» **SOURCE INFORMATION**
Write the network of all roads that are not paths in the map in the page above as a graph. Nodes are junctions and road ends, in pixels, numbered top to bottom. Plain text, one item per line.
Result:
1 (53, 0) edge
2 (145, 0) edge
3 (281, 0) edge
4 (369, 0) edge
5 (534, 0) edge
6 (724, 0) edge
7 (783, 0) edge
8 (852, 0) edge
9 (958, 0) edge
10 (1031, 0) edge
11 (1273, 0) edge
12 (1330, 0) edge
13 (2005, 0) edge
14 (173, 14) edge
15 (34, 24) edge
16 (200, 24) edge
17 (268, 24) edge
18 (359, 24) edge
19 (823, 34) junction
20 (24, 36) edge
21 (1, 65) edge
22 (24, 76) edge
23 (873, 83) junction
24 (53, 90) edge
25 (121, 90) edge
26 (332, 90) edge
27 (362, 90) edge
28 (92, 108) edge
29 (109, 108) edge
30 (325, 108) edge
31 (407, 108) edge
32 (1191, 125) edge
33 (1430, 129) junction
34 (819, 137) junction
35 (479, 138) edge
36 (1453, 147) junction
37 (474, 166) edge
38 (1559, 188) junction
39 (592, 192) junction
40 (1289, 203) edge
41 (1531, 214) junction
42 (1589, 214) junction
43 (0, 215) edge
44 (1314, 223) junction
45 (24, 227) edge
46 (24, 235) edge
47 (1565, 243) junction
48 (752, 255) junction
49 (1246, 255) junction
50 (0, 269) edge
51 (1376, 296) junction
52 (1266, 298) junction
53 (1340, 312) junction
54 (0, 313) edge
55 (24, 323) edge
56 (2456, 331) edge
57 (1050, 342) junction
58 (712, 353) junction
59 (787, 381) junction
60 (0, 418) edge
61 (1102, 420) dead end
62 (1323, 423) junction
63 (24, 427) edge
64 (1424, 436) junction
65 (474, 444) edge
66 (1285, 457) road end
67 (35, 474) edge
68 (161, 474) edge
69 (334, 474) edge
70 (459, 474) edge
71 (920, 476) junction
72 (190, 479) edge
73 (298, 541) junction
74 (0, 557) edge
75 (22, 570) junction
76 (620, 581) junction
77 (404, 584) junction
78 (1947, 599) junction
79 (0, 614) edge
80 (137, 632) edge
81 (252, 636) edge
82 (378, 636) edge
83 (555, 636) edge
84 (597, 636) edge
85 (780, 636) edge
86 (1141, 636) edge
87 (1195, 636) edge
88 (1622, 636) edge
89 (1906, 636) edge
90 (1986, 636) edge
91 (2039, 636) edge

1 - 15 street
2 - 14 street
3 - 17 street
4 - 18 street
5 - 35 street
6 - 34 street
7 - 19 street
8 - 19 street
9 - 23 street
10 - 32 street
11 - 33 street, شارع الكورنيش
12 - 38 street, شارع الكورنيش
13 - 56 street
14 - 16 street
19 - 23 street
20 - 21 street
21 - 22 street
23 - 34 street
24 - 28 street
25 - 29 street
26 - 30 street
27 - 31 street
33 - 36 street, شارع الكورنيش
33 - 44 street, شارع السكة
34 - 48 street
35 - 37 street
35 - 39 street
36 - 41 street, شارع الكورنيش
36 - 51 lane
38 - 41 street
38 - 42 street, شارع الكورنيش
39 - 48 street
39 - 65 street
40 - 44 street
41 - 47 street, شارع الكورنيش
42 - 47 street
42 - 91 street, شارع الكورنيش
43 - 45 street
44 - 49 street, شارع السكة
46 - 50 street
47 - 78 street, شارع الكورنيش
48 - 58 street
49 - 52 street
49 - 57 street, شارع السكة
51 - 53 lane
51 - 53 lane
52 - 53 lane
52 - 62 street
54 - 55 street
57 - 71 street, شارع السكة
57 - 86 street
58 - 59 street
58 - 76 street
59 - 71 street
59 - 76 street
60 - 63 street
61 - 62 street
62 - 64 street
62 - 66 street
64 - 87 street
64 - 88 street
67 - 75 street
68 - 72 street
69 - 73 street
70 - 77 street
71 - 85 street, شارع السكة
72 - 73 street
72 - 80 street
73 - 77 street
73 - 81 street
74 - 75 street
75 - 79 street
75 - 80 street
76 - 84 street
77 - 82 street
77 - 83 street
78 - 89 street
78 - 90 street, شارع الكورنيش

...

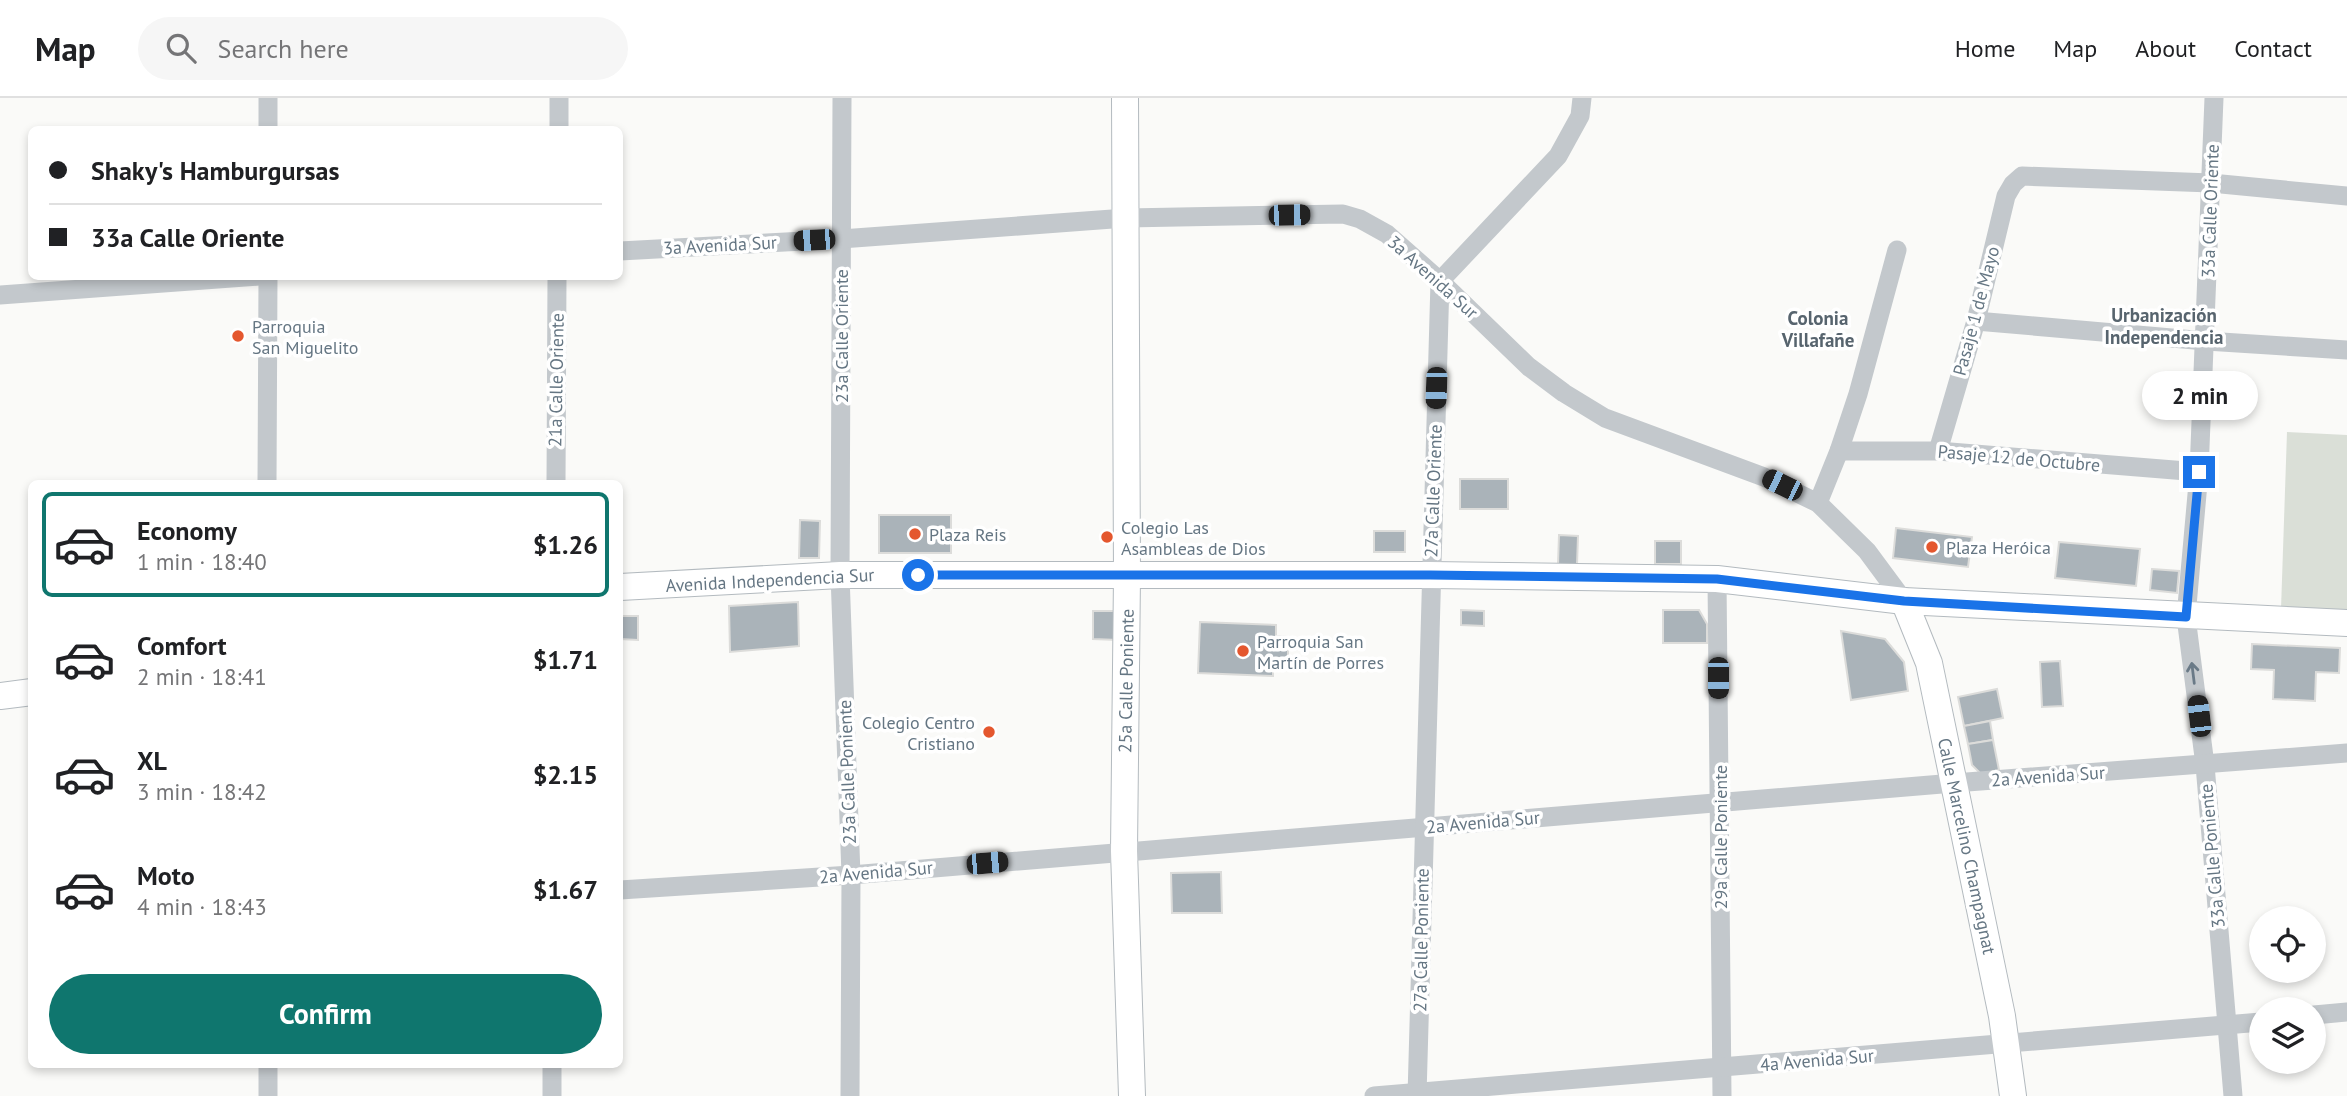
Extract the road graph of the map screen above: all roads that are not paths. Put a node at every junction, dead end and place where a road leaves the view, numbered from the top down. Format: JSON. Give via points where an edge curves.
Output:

» **WHAT IS EXPECTED**
For every line of the data above that contains "roads", copy that line.

» **SOLVED EXERCISE**
Write the network of all roads that are not paths in the map in the page above as a graph. Nodes are junctions and road ends, in pixels, numbered top to bottom. Plain text, one item per line.
Extract the road graph of the map screen above: all roads that are not paths. Put a node at every junction, dead end and place where a road leaves the view, numbered from the top down. Format: JSON. Give via points where an edge curves.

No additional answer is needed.